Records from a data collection
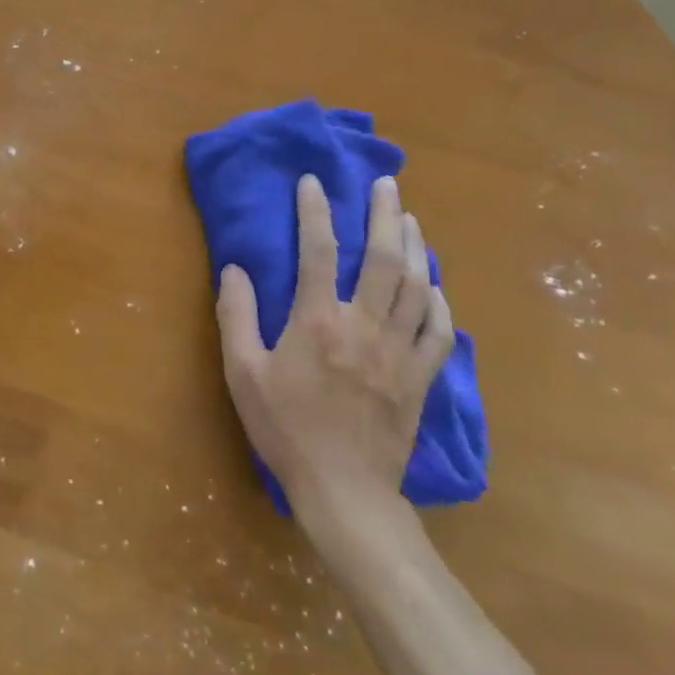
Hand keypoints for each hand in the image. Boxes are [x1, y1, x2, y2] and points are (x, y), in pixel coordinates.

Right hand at [215, 174, 453, 544]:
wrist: (344, 492)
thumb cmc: (286, 428)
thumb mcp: (243, 373)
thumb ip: (236, 315)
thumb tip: (235, 268)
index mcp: (317, 321)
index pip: (317, 251)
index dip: (315, 211)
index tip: (313, 182)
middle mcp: (363, 325)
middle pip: (382, 258)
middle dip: (384, 214)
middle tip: (385, 184)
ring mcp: (399, 351)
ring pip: (417, 286)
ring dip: (414, 246)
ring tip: (409, 218)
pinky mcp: (420, 378)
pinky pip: (440, 331)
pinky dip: (439, 301)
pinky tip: (434, 285)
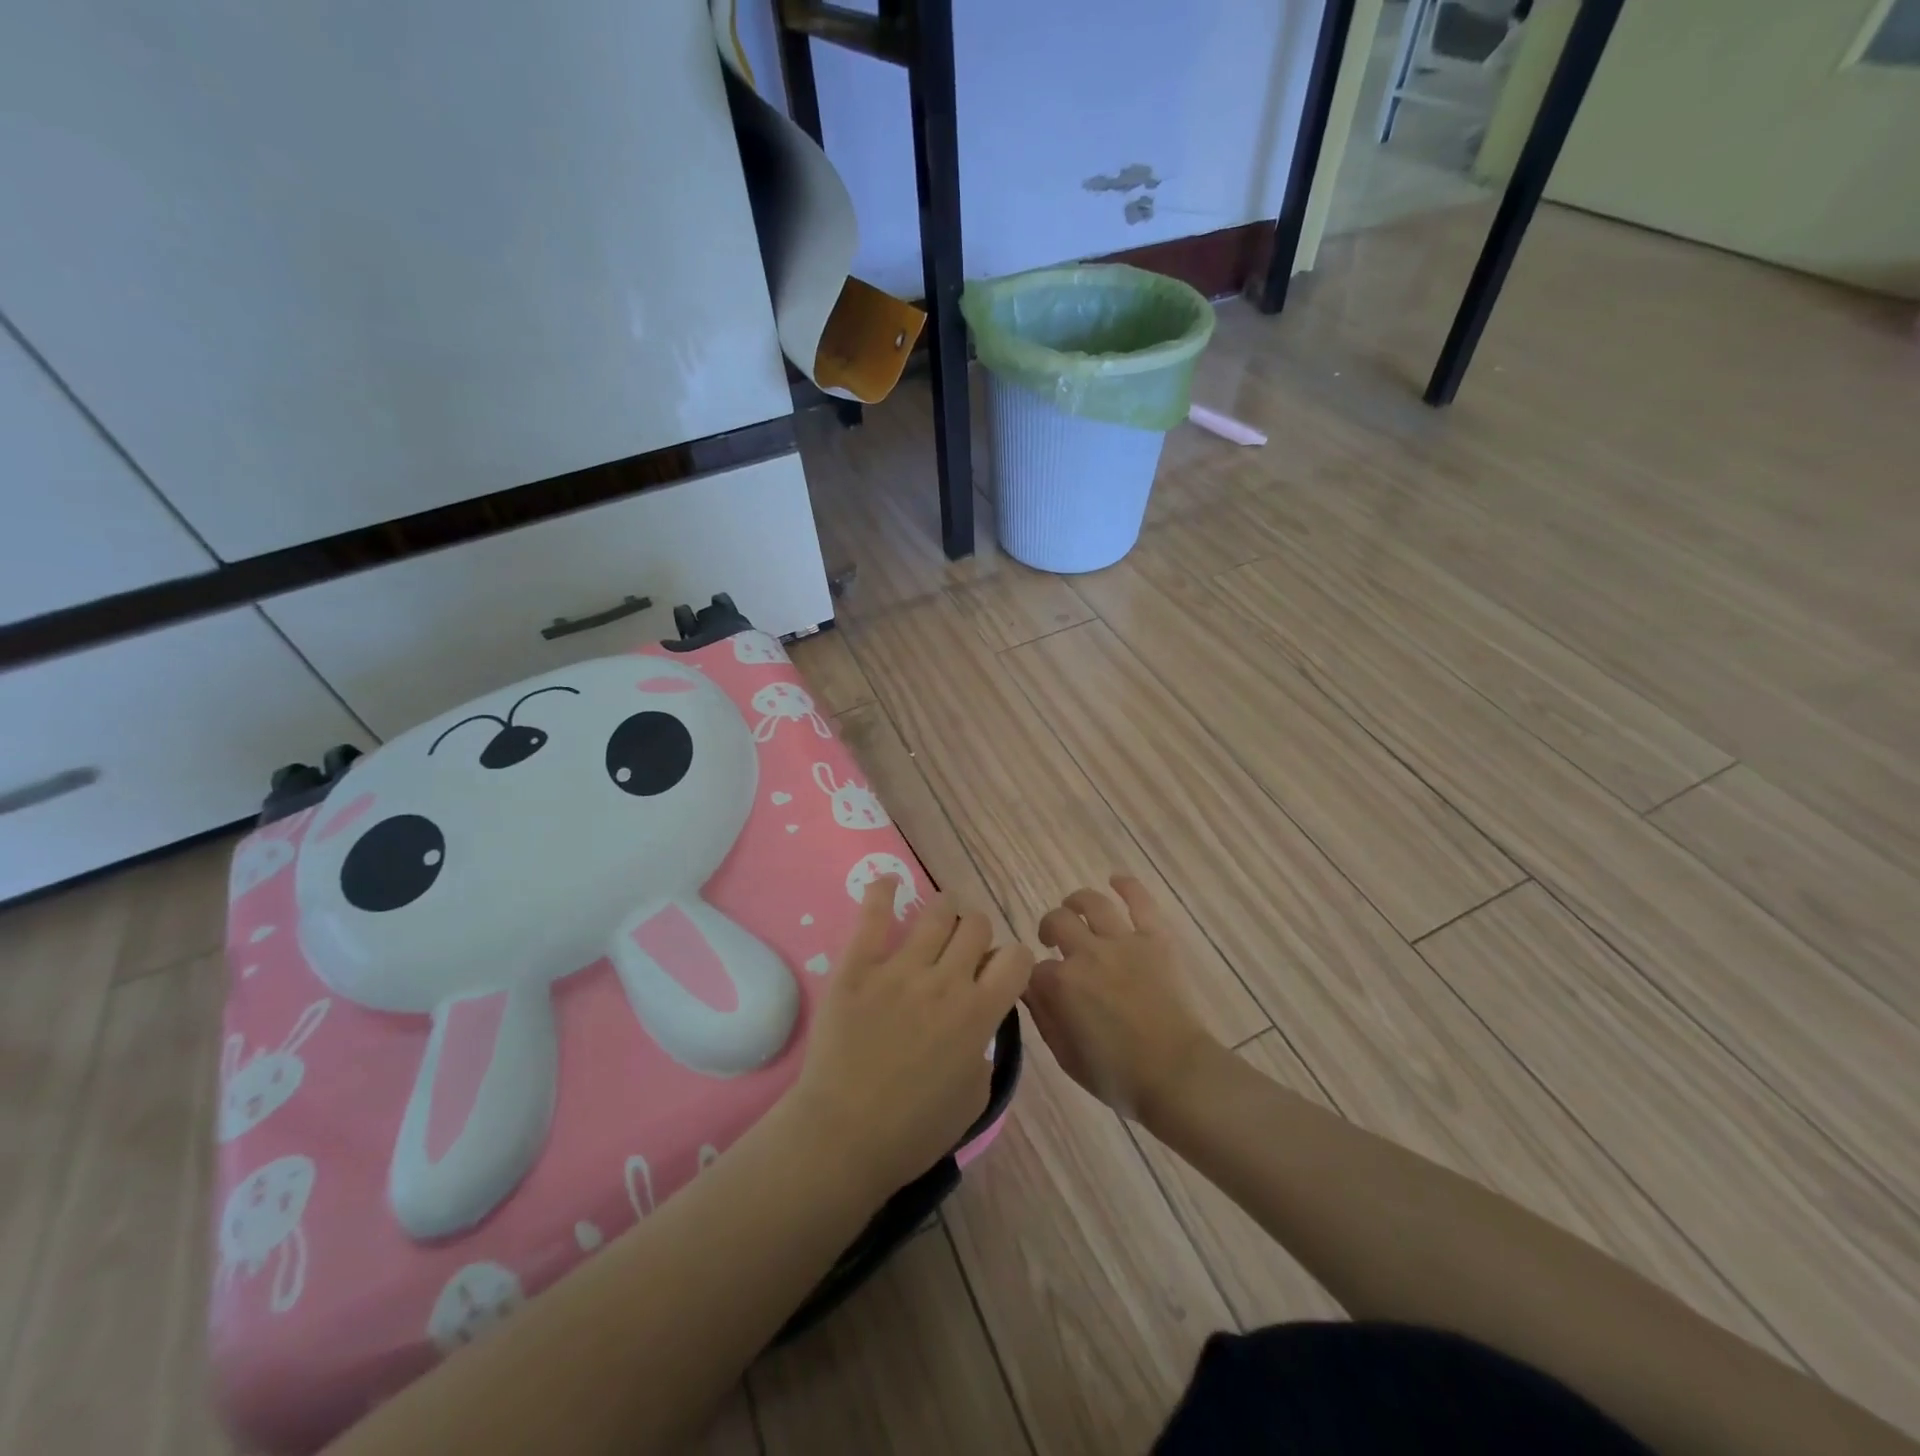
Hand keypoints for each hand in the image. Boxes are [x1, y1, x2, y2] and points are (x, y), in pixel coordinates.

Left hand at [789, 878, 1031, 1201]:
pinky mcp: (858, 967)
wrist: (841, 1138)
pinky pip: (873, 915)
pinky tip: (888, 881)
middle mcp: (946, 981)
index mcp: (979, 1014)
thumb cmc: (912, 1132)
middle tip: (963, 948)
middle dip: (977, 933)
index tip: (999, 972)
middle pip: (977, 926)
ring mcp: (900, 969)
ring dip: (945, 909)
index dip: (1013, 960)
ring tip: (940, 915)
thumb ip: (985, 1051)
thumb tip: (978, 1025)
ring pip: (936, 913)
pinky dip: (883, 891)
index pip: (1016, 958)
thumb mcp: (974, 1100)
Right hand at [1025, 875, 1220, 1120]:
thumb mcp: (1066, 1057)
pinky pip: (1140, 902)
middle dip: (1049, 929)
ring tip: (1073, 907)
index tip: (1037, 984)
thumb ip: (1043, 1018)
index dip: (1032, 975)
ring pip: (1092, 903)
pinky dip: (1127, 886)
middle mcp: (1087, 953)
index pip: (1033, 968)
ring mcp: (1123, 942)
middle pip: (1057, 922)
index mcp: (1061, 984)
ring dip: (1076, 901)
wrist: (1177, 1075)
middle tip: (1052, 940)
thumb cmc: (1118, 1076)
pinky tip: (1116, 879)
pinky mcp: (1156, 939)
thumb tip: (1027, 990)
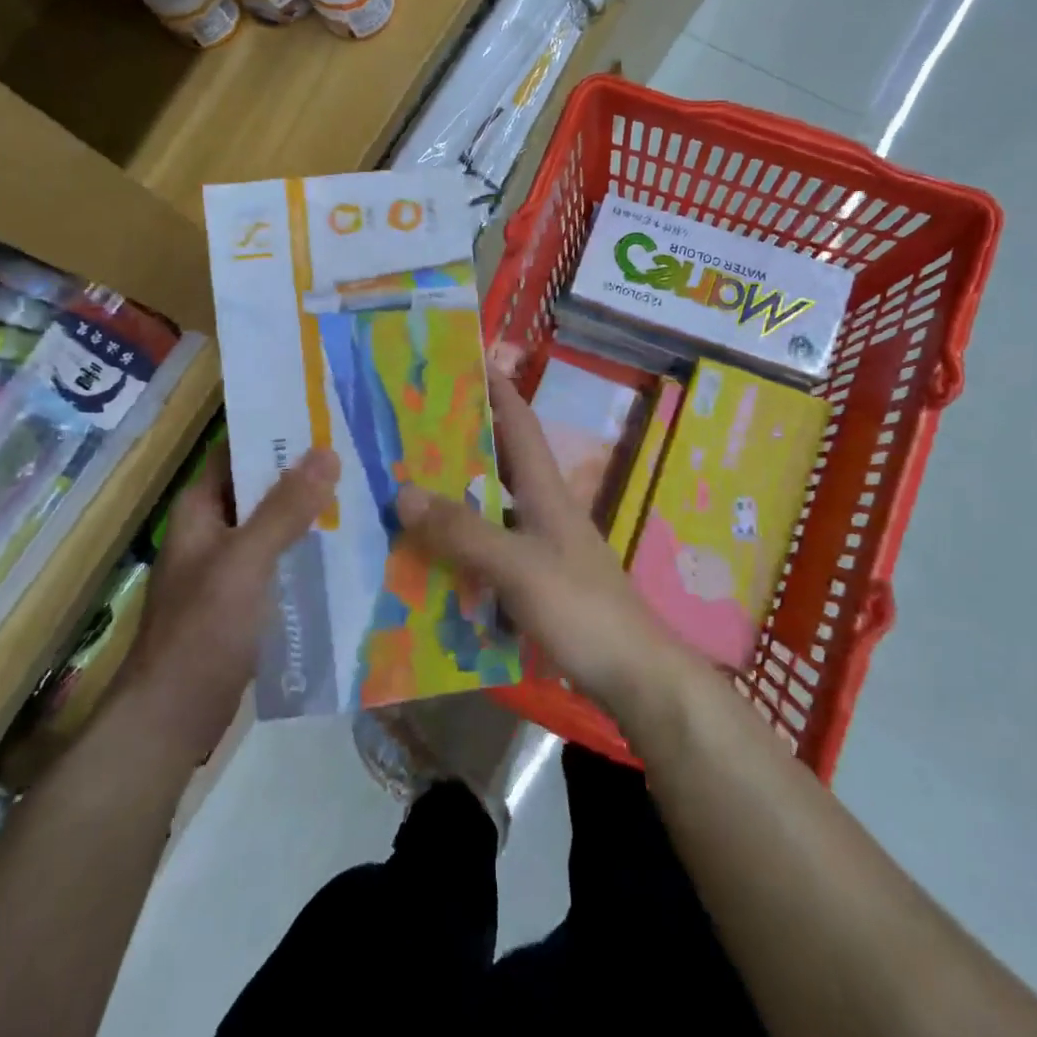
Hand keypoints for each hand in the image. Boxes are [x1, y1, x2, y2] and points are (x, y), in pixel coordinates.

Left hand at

[Your objective]:
An exact copy of the lines above, from the one containing "middle mcp: (1087, 953)" down to the one containing "thumb tip: (1027, 990)" and including both, is the whole answer; retype it and nothing else.

[Answer]:
middle mcp: (1087, 953)
index pip: (1033, 968)
ring mcp: (1123, 942)
middle pip: (1057, 922)
index mcp: (1061, 984)
ring dip: (1076, 901)
wrist: (1177, 1075)
middle tip: (1052, 940)
thumb cmc: (1118, 1076)
pinky tip: (1116, 879)
pinky mcp: (1156, 939)
thumb tip: (1027, 990)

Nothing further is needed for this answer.